Americans so often recite theirs is the best healthcare in the world, but from what vantage point are they drawing this conclusion? Certainly not from care coordination, affordability, or access to primary health care services for all. This is the meat of his work: The provision of accessible and affordable primary health care can improve health and avoid the reliance on more expensive secondary care in hospitals. “The primary health care system is not a treatment system but a system in which prevention of disease and death and the promotion of wellbeing are paramount.”
An irritating aspect of Oyerinde’s book is his constant referencing of conferences and global health entities for which laypersons will be unfamiliar, and the absence of an acronym dictionary, chapter notes, bibliography, or index, make it difficult to follow seamlessly. Halfdan Mahler, a Danish world health executive decades ago, is not a household name, for example. Alma Alta Conference? Again, no reference for most readers outside of the global health intelligentsia.

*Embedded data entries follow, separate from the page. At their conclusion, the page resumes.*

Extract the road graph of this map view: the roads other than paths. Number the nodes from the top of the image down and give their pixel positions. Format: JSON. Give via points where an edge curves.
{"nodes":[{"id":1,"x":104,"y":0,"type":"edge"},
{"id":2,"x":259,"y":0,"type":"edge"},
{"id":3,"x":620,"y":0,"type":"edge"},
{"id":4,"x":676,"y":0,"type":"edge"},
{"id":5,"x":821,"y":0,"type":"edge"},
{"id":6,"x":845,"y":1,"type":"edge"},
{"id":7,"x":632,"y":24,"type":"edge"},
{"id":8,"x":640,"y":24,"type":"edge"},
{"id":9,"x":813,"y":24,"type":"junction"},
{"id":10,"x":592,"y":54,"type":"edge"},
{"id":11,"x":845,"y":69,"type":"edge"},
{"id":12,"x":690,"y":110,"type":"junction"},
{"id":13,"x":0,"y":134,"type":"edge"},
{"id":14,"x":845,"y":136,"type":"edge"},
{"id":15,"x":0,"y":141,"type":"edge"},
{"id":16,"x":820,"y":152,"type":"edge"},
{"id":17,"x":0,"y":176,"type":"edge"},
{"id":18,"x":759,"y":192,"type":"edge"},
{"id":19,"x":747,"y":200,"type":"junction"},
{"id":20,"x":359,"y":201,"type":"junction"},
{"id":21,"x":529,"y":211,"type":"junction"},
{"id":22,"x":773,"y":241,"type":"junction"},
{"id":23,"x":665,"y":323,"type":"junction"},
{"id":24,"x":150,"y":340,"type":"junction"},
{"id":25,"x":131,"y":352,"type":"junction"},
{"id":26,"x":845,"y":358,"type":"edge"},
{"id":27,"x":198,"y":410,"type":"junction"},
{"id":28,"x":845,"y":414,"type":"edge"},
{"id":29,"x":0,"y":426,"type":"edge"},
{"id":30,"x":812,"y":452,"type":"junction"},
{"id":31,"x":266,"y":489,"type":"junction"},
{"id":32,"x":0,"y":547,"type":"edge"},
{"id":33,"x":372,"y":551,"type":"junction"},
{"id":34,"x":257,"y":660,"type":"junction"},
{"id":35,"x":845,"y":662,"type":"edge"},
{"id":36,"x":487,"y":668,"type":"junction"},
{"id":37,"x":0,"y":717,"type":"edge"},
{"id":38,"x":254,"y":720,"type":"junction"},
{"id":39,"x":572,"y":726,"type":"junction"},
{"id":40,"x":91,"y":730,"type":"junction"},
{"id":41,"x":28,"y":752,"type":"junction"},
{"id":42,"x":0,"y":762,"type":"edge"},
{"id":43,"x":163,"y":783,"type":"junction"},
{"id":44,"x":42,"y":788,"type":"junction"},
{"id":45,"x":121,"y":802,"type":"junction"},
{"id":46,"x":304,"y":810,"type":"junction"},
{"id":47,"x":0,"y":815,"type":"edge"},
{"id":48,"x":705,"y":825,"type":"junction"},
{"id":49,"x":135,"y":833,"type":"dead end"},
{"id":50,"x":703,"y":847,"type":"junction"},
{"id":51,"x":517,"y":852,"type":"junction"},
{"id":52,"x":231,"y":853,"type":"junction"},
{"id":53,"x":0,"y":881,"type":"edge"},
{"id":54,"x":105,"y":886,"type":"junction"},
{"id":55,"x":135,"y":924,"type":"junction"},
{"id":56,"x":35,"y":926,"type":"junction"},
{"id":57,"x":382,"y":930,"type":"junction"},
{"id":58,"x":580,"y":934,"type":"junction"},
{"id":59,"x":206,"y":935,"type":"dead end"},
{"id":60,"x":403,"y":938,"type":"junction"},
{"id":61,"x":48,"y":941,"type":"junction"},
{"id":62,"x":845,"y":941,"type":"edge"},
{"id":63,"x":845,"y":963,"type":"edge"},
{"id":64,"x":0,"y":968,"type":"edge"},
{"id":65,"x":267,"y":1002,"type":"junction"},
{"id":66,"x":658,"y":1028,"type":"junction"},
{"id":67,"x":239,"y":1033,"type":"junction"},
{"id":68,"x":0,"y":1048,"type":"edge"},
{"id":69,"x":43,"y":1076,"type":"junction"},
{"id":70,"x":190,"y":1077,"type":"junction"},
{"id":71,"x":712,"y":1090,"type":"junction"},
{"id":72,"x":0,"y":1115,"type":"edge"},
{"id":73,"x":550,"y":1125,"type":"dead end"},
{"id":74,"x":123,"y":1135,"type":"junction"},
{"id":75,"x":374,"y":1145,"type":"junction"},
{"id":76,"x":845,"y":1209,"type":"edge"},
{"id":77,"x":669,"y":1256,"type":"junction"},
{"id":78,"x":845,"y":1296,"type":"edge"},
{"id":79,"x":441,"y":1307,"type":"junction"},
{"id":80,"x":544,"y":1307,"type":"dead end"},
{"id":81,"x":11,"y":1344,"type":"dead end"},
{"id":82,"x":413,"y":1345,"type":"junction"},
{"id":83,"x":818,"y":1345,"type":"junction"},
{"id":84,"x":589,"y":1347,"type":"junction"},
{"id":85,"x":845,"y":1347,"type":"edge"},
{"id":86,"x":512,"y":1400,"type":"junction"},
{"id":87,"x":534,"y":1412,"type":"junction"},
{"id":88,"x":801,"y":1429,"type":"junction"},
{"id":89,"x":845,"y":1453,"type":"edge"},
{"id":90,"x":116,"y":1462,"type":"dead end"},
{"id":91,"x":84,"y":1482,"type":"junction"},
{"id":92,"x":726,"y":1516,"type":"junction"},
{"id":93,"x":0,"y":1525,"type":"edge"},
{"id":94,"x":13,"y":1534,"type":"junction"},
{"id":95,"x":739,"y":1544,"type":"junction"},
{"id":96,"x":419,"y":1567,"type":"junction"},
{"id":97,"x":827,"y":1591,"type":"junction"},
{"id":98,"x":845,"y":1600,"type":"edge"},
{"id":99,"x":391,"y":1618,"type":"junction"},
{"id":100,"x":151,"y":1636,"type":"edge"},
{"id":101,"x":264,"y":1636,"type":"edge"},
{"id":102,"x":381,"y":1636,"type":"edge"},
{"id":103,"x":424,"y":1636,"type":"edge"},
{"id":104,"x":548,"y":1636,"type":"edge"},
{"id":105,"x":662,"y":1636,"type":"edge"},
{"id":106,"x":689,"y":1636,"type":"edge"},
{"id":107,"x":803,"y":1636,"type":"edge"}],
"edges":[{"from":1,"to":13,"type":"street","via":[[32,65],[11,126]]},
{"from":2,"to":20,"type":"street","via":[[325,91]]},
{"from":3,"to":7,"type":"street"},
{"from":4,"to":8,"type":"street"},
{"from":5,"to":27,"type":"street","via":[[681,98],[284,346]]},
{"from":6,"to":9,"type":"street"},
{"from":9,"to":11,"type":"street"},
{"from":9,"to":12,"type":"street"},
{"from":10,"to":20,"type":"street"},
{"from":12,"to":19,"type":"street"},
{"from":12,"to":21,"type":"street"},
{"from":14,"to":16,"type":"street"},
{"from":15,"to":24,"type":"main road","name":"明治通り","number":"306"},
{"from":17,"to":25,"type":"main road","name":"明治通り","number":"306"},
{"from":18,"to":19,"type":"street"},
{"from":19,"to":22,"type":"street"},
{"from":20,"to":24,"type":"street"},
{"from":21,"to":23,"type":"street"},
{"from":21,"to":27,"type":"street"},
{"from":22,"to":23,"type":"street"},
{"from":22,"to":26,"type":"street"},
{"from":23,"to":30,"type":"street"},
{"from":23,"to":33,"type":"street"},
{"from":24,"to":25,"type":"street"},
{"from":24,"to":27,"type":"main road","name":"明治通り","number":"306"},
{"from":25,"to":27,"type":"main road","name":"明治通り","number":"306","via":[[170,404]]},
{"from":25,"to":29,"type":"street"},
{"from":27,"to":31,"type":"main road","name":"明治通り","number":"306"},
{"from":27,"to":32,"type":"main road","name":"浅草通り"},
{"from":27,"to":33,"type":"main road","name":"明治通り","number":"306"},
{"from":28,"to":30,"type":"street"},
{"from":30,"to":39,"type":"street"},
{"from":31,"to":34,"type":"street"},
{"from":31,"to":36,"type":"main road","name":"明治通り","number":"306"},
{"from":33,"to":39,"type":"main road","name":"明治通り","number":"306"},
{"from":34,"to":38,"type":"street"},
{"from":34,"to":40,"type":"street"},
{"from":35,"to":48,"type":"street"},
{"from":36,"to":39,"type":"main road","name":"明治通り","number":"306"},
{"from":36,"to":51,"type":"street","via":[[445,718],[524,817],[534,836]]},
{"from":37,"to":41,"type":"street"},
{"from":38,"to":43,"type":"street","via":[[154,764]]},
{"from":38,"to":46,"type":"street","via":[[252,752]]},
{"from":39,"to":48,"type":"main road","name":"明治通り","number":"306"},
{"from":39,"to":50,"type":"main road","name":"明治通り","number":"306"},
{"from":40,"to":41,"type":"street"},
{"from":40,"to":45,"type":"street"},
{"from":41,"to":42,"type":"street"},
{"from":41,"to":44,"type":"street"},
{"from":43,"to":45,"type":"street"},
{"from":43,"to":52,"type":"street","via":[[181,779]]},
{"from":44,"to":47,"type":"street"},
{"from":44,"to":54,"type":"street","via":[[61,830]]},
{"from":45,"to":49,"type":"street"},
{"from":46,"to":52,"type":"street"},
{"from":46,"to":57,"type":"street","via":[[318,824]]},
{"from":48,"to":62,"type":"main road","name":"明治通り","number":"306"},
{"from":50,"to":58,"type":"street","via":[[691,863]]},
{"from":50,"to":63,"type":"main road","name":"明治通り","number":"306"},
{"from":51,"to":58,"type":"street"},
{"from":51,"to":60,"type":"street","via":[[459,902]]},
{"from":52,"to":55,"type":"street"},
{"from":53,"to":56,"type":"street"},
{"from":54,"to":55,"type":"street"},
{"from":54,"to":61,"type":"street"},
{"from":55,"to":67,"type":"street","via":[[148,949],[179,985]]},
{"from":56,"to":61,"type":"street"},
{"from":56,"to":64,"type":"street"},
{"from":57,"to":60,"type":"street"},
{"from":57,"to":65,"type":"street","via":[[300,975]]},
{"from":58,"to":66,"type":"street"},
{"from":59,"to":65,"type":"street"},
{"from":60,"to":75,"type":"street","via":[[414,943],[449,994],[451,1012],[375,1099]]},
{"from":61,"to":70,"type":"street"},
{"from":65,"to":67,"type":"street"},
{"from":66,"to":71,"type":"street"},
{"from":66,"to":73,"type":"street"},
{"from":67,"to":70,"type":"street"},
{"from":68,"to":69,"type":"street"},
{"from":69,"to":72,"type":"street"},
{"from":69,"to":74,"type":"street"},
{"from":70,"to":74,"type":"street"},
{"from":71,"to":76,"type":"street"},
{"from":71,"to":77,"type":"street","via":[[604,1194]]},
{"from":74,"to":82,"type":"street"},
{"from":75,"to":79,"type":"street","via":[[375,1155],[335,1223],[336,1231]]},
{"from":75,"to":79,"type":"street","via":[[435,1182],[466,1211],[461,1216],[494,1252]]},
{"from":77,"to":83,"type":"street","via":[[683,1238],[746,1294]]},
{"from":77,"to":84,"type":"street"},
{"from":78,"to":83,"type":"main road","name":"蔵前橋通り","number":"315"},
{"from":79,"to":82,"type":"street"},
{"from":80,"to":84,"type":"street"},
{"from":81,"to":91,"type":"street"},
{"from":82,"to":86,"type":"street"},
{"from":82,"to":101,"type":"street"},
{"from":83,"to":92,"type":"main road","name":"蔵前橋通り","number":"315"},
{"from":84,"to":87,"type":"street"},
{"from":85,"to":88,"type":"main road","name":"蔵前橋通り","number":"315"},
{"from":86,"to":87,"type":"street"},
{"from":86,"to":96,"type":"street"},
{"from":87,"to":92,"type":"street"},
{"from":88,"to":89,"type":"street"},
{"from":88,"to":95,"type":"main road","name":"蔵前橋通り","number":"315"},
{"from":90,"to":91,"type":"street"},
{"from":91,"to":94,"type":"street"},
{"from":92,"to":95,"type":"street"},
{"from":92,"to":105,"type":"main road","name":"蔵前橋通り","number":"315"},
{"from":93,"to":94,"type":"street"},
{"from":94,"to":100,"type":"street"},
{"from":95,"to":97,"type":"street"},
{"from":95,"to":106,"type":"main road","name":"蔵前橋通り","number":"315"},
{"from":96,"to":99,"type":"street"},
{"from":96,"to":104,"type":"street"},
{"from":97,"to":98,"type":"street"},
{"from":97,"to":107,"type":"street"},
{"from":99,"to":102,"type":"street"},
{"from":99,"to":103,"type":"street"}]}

Who Should We Let Die has moments of political intrigue, because who knew that the Obama Administration used a doctor and a vaccine ruse to gain access to Osama Bin Laden?
Overinde’s knowledge and understanding of maternal health is welcomed, especially in light of the recent spate of male legislators who ponder why they, as males have to pay for a woman’s childbirth costs. I particularly enjoyed this sanguine observation, “It is time to wish health insurance middlemen eternal rest; may perpetual light shine upon them.”
“Once again, as you cross the threshold from a free citizen to in-patient, you lose most of your control over the cost of your care.”
Lest you think this treatise is all about bashing US health care, you will be glad for our coordinated and vaunted emergency 911 services, highway safety standards, and controls to protect the distribution of counterfeit drugs compared to Africa. Expat Africans working in health care and policy wonks will enjoy his practical view on health care. His astute observations on the unintended complexity and consequences of nongovernmental organizations trying to apply industrial fixes to rural communities in Africa is so true. “Why don’t we ask the locals?” he opines, infuriating a Scottish advisor. He speaks of the importance of trust in a health care system, and this has certainly been demonstrated in the vaccine hesitancy in the U.S. Finally, his definition of the U.S. health system as GoFundMe would be hysterical if it weren’t so true.
“In the U.S. we have rationing by staffers motivated by company profits.”